The present invention relates generally to the field of depositing uniform layers of materials on a substrate via screen printing techniques, and more particularly to the use of an improved method of depositing a uniform layer of material on a substrate which results in the production of an improved capacitive pressure transducer.
Capacitive pressure transducers are known and generally comprise parallel plate capacitors separated by an air gap wherein the spacing between the parallel plates of the capacitors is altered in response to a sensed pressure. Generally, one electrode plate of the capacitor is deposited on a thick base substrate and the other capacitor electrode is deposited on a thin pressure sensing diaphragm which is spaced away from the base electrode by a ring of insulating glass around the periphery of the diaphragm and base substrate. Typically, the diaphragm, glass ring and base substrate are heated after assembly to form an integral assembly with the capacitor electrodes being spaced apart by a distance totally dependent upon the thickness of the glass layer. A vacuum entrance hole is provided through the base substrate and through this entryway a vacuum is applied to the air cavity bounded by the diaphragm, the glass insulating layer, and the base substrate. By applying varying degrees of vacuum through the vacuum entrance, or by maintaining a constant reference vacuum pressure in the cavity and applying various pressures exterior to the cavity, the transducer diaphragm is flexed and results in changing the capacitance created by the electrodes in response thereto. Thus by monitoring the change in capacitance, the transducer produces an electrical signal related to changes in vacuum pressure. Such transducers are readily adaptable for sensing the vacuum pressures generated by automobile internal combustion engines.

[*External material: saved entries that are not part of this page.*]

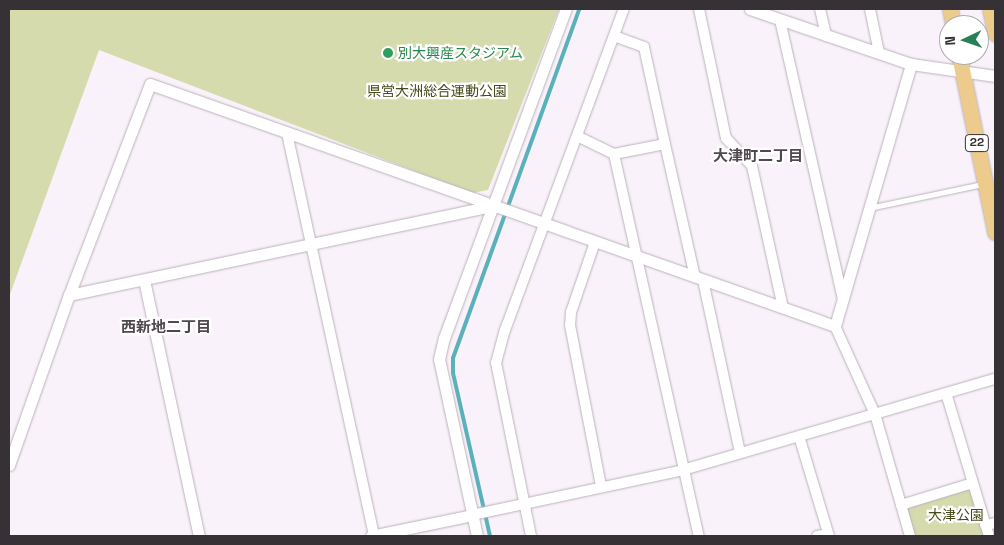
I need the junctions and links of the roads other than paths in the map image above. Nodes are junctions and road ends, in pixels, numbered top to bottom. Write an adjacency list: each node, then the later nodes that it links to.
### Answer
1 (566, 9): 23 (street)
2 (624, 9): 10 (street)
3 (699, 9): 33 (street)
4 (750, 9): 8 (street)
5 (820, 9): 11 (street)
6 (870, 9): 12 (street)
7 (990, 9): 9 (main road)
8 (780, 20): 11 (street); 32 (street)
9 (995, 33)
10 (614, 36): 18 (street); 19 (street)
11 (826, 36): 12 (street)
12 (879, 53): 13 (street)
13 (911, 64): 15 (street); 22 (street)
14 (961, 65): 15 (main road, 22)
15 (962, 71): 16 (street); 21 (main road, 22)
16 (995, 76)
17 (287, 133): 23 (street); 27 (street); 31 (street)
18 (577, 136): 20 (street); 24 (street)
19 (665, 144): 20 (street); 29 (street)
20 (614, 154): 28 (street)
21 (986, 184): 22 (lane); 25 (main road, 22)
22 (869, 208): 32 (street)
23 (501, 209): 24 (street); 27 (street); 46 (street)
24 (544, 224): 26 (street); 44 (street)
25 (995, 232)
26 (595, 242): 28 (street); 43 (street)
27 (311, 245): 30 (street); 50 (street)
28 (636, 256): 29 (street); 41 (street)
29 (699, 279): 33 (street); 39 (street)
30 (144, 280): 31 (street); 49 (street)
31 (69, 295): 40 (street)
32 (843, 300): 34 (street)
33 (783, 308): 34 (street)
34 (835, 326): 37 (street)
35 (995, 379): 36 (street)
36 (946, 394): 37 (street); 42 (street)
37 (875, 414): 38 (street); 45 (street)
38 (799, 436): 39 (street); 48 (street)
39 (740, 453): 41 (street)
40 (9, 465)
41 (683, 470): 43 (street); 53 (street)
42 (973, 483): 45 (street); 47 (street)
43 (601, 486): 44 (street)
44 (524, 503): 46 (street); 52 (street)
45 (901, 504): 55 (street)
46 (475, 514): 50 (street); 51 (street)
47 (990, 524): 56 (street)
48 (829, 535): 54 (street)
49 (199, 536)
50 (372, 536)
51 (477, 536)
52 (531, 536)
53 (699, 536)
54 (817, 536)
55 (910, 536)
56 (988, 536)

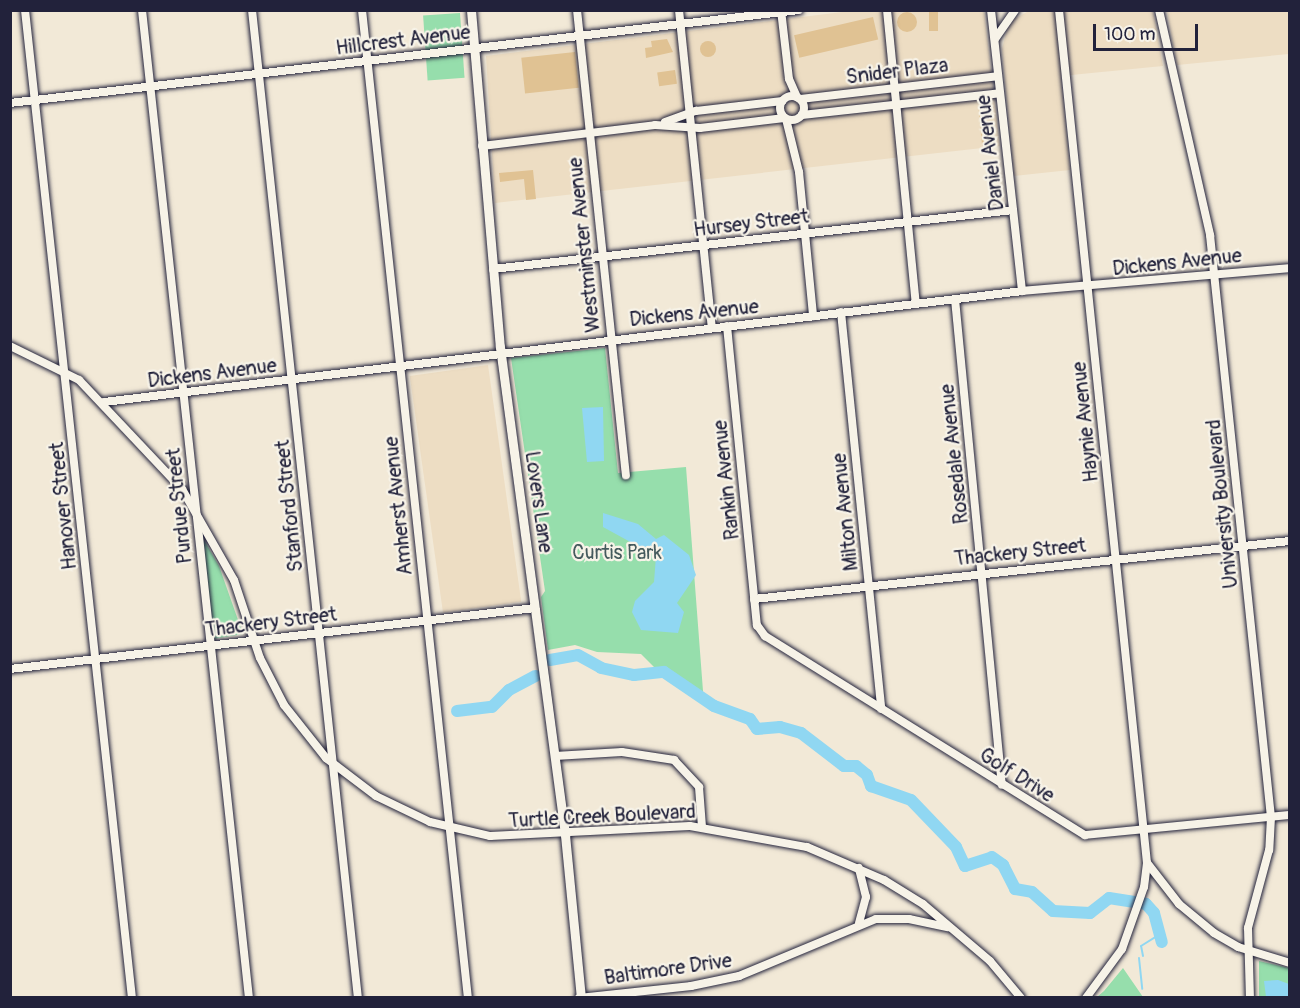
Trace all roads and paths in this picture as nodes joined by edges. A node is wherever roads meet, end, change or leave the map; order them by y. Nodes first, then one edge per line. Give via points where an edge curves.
1 (25, 10) edge
2 (142, 10) edge
3 (252, 10) edge
4 (362, 10) edge
5 (471, 10) edge
6 (576, 10) edge
7 (679, 10) edge
8 (799, 10) edge
9 (887, 10) edge
10 (991, 10) edge
11 (1015, 10) edge
12 (1059, 10) edge
13 (1159, 10) edge
14 (782, 11) edge
15 (680, 24) junction
16 (579, 36) junction
17 (994, 41) junction
18 (475, 48) junction
19 (367, 61) junction
20 (259, 74) junction
21 (998, 76) junction
22 (789, 79) junction
23 (150, 87) junction
24 (895, 87) junction
25 (1000, 93) junction
26 (798, 98) junction
27 (34, 100) junction
28 (783, 100) junction
29 (10, 103) edge
30 (896, 105) junction
31 (690, 115) junction
32 (800, 117) junction
33 (785, 118) junction
34 (655, 124) junction
35 (692, 124) junction
36 (588, 132) junction
37 (793, 139) junction
38 (482, 146) junction
39 (1013, 210) junction
40 (907, 222) junction
41 (805, 234) junction
42 (704, 245) junction
43 (602, 257) junction
44 (1290, 268) edge
45 (493, 270) junction
46 (1215, 275) junction
47 (1087, 288) junction
48 (1022, 291) junction
49 (955, 299) junction
50 (916, 304) junction
51 (841, 312) junction
52 (813, 316) junction
53 (727, 326) junction
54 (712, 327) junction
55 (611, 339) junction
56 (10, 346) edge
57 (501, 354) junction
58 (400, 368) junction
59 (65, 371) junction
60 (292, 380) junction
61 (184, 393) junction
62 (104, 402) junction
63 (626, 475) dead end
64 (197, 512) junction
65 (1290, 541) edge
66 (1242, 545) junction
67 (1115, 559) junction
68 (982, 572) junction
69 (869, 586) junction
70 (754, 599) junction
71 (535, 608) junction
72 (427, 620) junction
73 (759, 631) joint
74 (319, 633) junction
75 (255, 641) junction
76 (210, 646) junction
77 (97, 660) junction
78 (10, 669) edge
79 (881, 709) junction
80 (555, 756) junction
81 (333, 764) junction
82 (1002, 785) junction
83 (1290, 815) edge
84 (1271, 817) junction
85 (449, 827) junction
86 (702, 827) junction
87 (1142, 830) junction
88 (565, 835) junction
89 (1147, 863) junction
90 (859, 868) junction
91 (859, 923) junction
92 (953, 928) junction
93 (1246, 950) junction
94 (1290, 963) edge
95 (1015, 994) edge
96 (580, 997) edge
97 (132, 998) edge
98 (249, 998) edge
99 (358, 998) edge
100 (468, 998) edge
101 (1021, 998) edge
102 (1086, 998) edge
103 (1250, 998) edge

1 - 27 street, Hanover Street
2 - 23 street, Purdue Street
3 - 20 street, Stanford Street
4 - 19 street, Amherst Avenue
5 - 18 main road, Lovers Lane
6 - 16 street, Westminster Avenue
7 - 15 street
8 - 14 street, Hillcrest Avenue
9 - 24 street
10 - 17 street, Daniel Avenue
11 - 17 street
12 - 47 street, Haynie Avenue
13 - 46 street, University Boulevard
14 - 15 street, Hillcrest Avenue
14 - 22 street
15 - 16 street, Hillcrest Avenue
15 - 31 street
16 - 18 street, Hillcrest Avenue
16 - 36 street, Westminster Avenue
17 - 21 street, Daniel Avenue
18 - 19 street, Hillcrest Avenue
18 - 38 main road, Lovers Lane
19 - 20 street, Hillcrest Avenue
19 - 58 street, Amherst Avenue
20 - 23 street, Hillcrest Avenue
20 - 60 street, Stanford Street
21 - 24 street, Snider Plaza
21 - 25 street, Daniel Avenue
22 - 26 street
22 - 28 street
23 - 27 street, Hillcrest Avenue
23 - 61 street, Purdue Street
24 - 26 street, Snider Plaza
24 - 30 street
25 - 30 street, Snider Plaza
25 - 39 street, Daniel Avenue
26 - 28 street, Snider Plaza
26 - 32 street
27 - 29 street, Hillcrest Avenue
27 - 59 street, Hanover Street
28 - 31 street
28 - 33 street
30 - 32 street, Snider Plaza
30 - 40 street
31 - 34 street
31 - 35 street
32 - 33 street, Snider Plaza
32 - 37 street
33 - 35 street via 700,128
33 - 37 street
34 - 35 street
34 - 36 street
35 - 42 street
36 - 38 street
36 - 43 street, Westminster Avenue
37 - 41 street
38 - 45 main road, Lovers Lane
39 - 40 street, Hursey Street
39 - 48 street, Daniel Avenue
40 - 41 street, Hursey Street
40 - 50 street
41 - 42 street, Hursey Street
41 - 52 street
42 - 43 street, Hursey Street
42 - 54 street
43 - 45 street, Hursey Street
43 - 55 street, Westminster Avenue
44 - 46 street, Dickens Avenue
45 - 57 main road, Lovers Lane
46 - 47 street, Dickens Avenue
46 - 66 street, University Boulevard
47 - 48 street, Dickens Avenue
47 - 67 street, Haynie Avenue
48 - 49 street, Dickens Avenue
49 - 50 street, Dickens Avenue
49 - 68 street, Rosedale Avenue
50 - 51 street, Dickens Avenue
51 - 52 street, Dickens Avenue
51 - 69 street, Milton Avenue
52 - 53 street, Dickens Avenue
53 - 54 street, Dickens Avenue
53 - 70 street, Rankin Avenue
54 - 55 street, Dickens Avenue
55 - 57 street, Dickens Avenue
55 - 63 street, Westminster Avenue
56 - 59 street, Turtle Creek Boulevard
57 - 58 street, Dickens Avenue
57 - 71 main road, Lovers Lane
58 - 60 street, Dickens Avenue
58 - 72 street, Amherst Avenue
59 - 62 street, Turtle Creek Boulevard
59 - 77 street, Hanover Street
60 - 61 street, Dickens Avenue
60 - 74 street, Stanford Street
61 - 62 street, Dickens Avenue
61 - 64 street, Purdue Street
62 - 64 street, Turtle Creek Boulevard via 158,460
64 - 75 street, Turtle Creek Boulevard via 234,580
64 - 76 street, Purdue Street
65 - 66 street, Thackery Street
66 - 67 street, Thackery Street
66 - 84 street, University Boulevard
67 - 68 street, Thackery Street
67 - 87 street, Haynie Avenue
68 - 69 street, Thackery Street
68 - 82 street, Rosedale Avenue
69 - 70 street, Thackery Street
69 - 79 street, Milton Avenue
70 - 73 street, Rankin Avenue
71 - 72 street, Thackery Street
71 - 80 main road, Lovers Lane
72 - 74 street, Thackery Street
72 - 85 street, Amherst Avenue
73 - 79 street, Golf Drive
74 - 75 street, Thackery Street
74 - 81 street, Stanford Street
75 - 76 street, Thackery Street
75 - 81 street, Turtle Creek Boulevard via 279,697
76 - 77 street, Thackery Street
76 - 98 street, Purdue Street
77 - 78 street, Thackery Street
77 - 97 street, Hanover Street
79 - 82 street, Golf Drive
80 - 86 street via 622,752 675,760 699,787
80 - 88 main road, Lovers Lane
81 - 85 street, Turtle Creek Boulevard via 392,806
81 - 99 street, Stanford Street
82 - 87 street, Golf Drive via 1085,835
83 - 84 street, Golf Drive
84 - 87 street, Golf Drive
84 - 93 street, University Boulevard via 1269,850
85 - 88 street, Turtle Creek Boulevard via 505,838
85 - 100 street, Amherst Avenue
86 - 88 street, Turtle Creek Boulevard via 639,827
86 - 90 street, Turtle Creek Boulevard via 787,841
87 - 89 street, Haynie Avenue
88 - 96 main road, Lovers Lane
89 - 93 street via 1179,904
89 - 102 street via 1135,916 1112,967
90 - 91 street via 866,897
90 - 92 street, Turtle Creek Boulevard via 923,904
91 - 92 street, Baltimore Drive via 909,919
91 - 96 street, Baltimore Drive via 731,978
92 - 95 street, Turtle Creek Boulevard
93 - 94 street
93 - 103 street, University Boulevard
95 - 101 street, Turtle Creek Boulevard

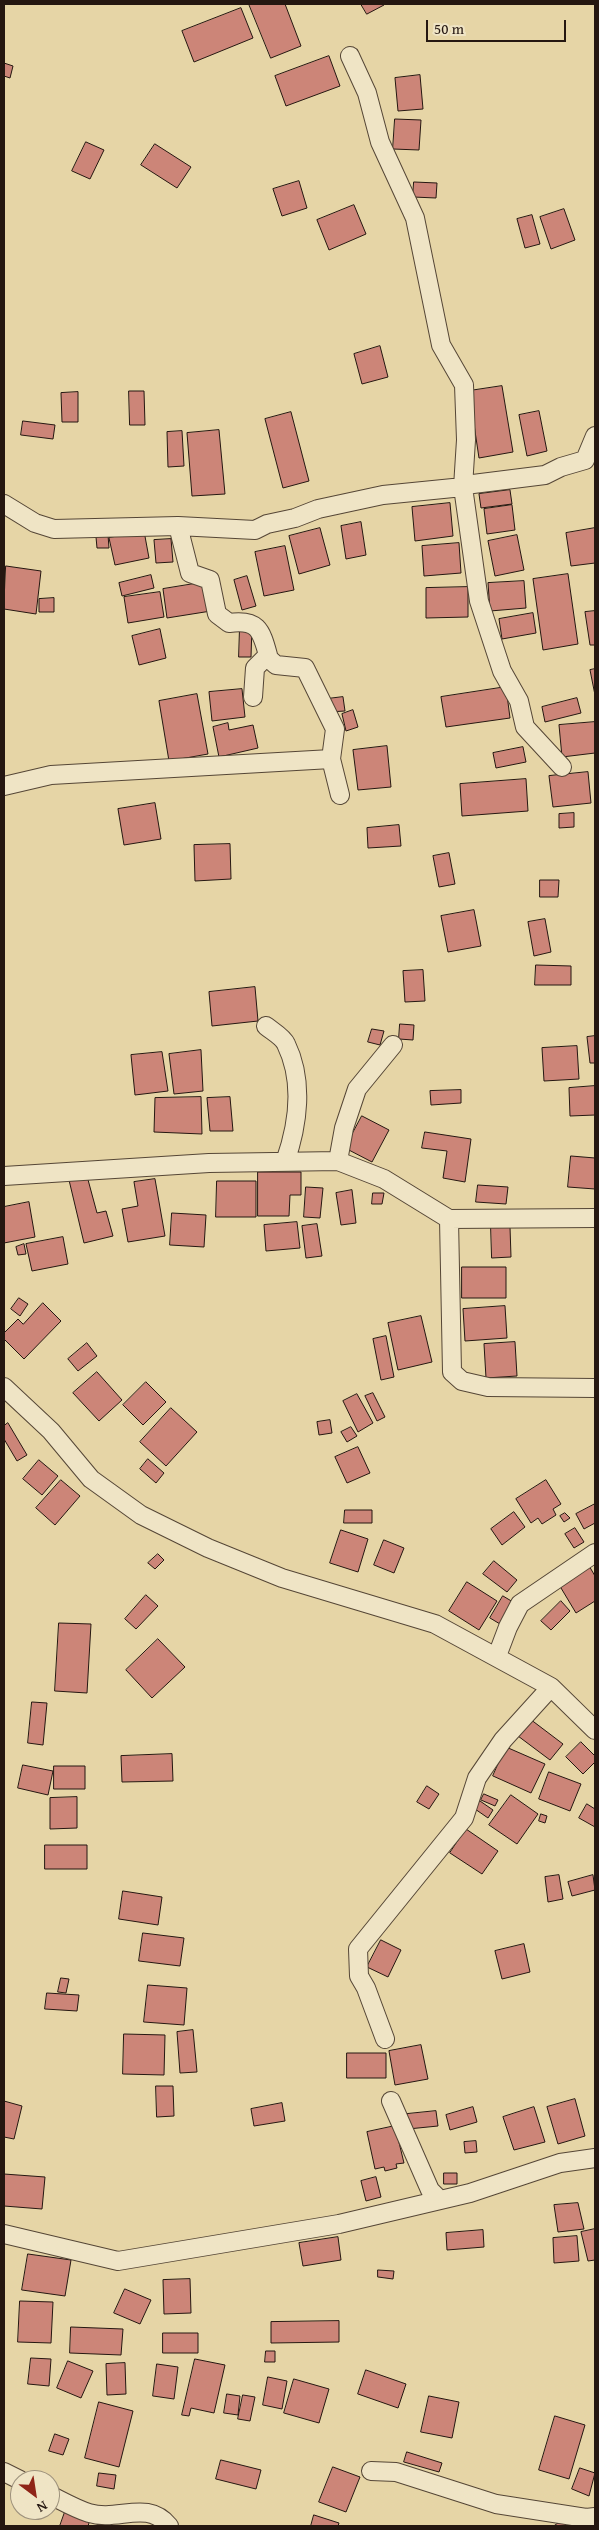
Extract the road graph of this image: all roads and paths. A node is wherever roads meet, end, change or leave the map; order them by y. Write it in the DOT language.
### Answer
graph roads {
  1 [pos="350,56"];
  2 [pos="595,436"];
  3 [pos="590,461"];
  4 [pos="463,488"];
  5 [pos="4,504"];
  6 [pos="178,526"];
  7 [pos="267,658"];
  8 [pos="253,697"];
  9 [pos="331,759"];
  10 [pos="562,767"];
  11 [pos="4,786"];
  12 [pos="340,795"];
  13 [pos="266,1026"];
  14 [pos="393,1045"];
  15 [pos="338,1161"];
  16 [pos="285,1162"];
  17 [pos="4,1176"];
  18 [pos="595,1218"];
  19 [pos="448,1219"];
  20 [pos="4,1387"];
  21 [pos="595,1388"];
  22 [pos="595,1553"];
  23 [pos="497,1656"];
  24 [pos="551,1687"];
  25 [pos="595,1730"];
  26 [pos="385,2039"];
  27 [pos="391,2101"];
  28 [pos="595,2158"];
  29 [pos="438,2199"];
  30 [pos="4,2234"];
  31 [pos="371,2471"];
  32 [pos="60,2500"];
  33 [pos="595,2517"];
  34 [pos="169,2526"];
  1 -- 4 [label="street"];
  2 -- 3 [label="street"];
  3 -- 4 [label="street"];
  4 -- 6 [label="street"];
  4 -- 10 [label="street"];
  5 -- 6 [label="street"];
  6 -- 7 [label="street"];
  7 -- 8 [label="street"];
  7 -- 9 [label="street"];
  9 -- 11 [label="street"];
  9 -- 12 [label="street"];
  13 -- 16 [label="street"];
  14 -- 15 [label="street"];
  15 -- 16 [label="street"];
  15 -- 19 [label="street"];
  16 -- 17 [label="street"];
  18 -- 19 [label="street"];
  19 -- 21 [label="street"];
  20 -- 23 [label="street"];
  22 -- 23 [label="street"];
  23 -- 24 [label="street"];
  24 -- 25 [label="street"];
  24 -- 26 [label="street"];
  27 -- 29 [label="street"];
  28 -- 29 [label="street"];
  29 -- 30 [label="street"];
  31 -- 33 [label="street"];
  32 -- 34 [label="street"];
}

Typically, for mass producing capacitive transducers such as those described above, it is imperative to control the thickness dimension of the glass insulating ring to assure the uniform production of capacitive pressure transducers. Generally, thick film screen printing techniques using either an etched metal mask or a stainless steel such thick film screening techniques, while producing a glass insulating ring at an extremely low cost but have not been able to sufficiently produce a uniformly thick layer of glass insulating material. This is because control over the thickness of a material deposited through a pattern bearing mask primarily depends upon the thickness dimensions of the mask and these dimensions are not sufficiently controllable over the entire pattern to be deposited. In addition, generally thick film screen printing processes have been unable to produce a relatively thick (0.0016 to 0.002 inch) layer of screen printed material. This is because for depositing such a thick layer of material, which is the thickness desired for a capacitive pressure transducer insulating ring, even less control is obtainable as to the uniformity of each layer deposited by the standard thick film screening process. This is because in printing such thick layers of material, either a much thicker layer of emulsion must be used with a stainless steel screen or a much thicker plate material must be used for developing an etched metal mask. In both of these situations, less control over the uniformity of the screen or mask is obtainable and this leads to a less uniform deposit of material on a substrate.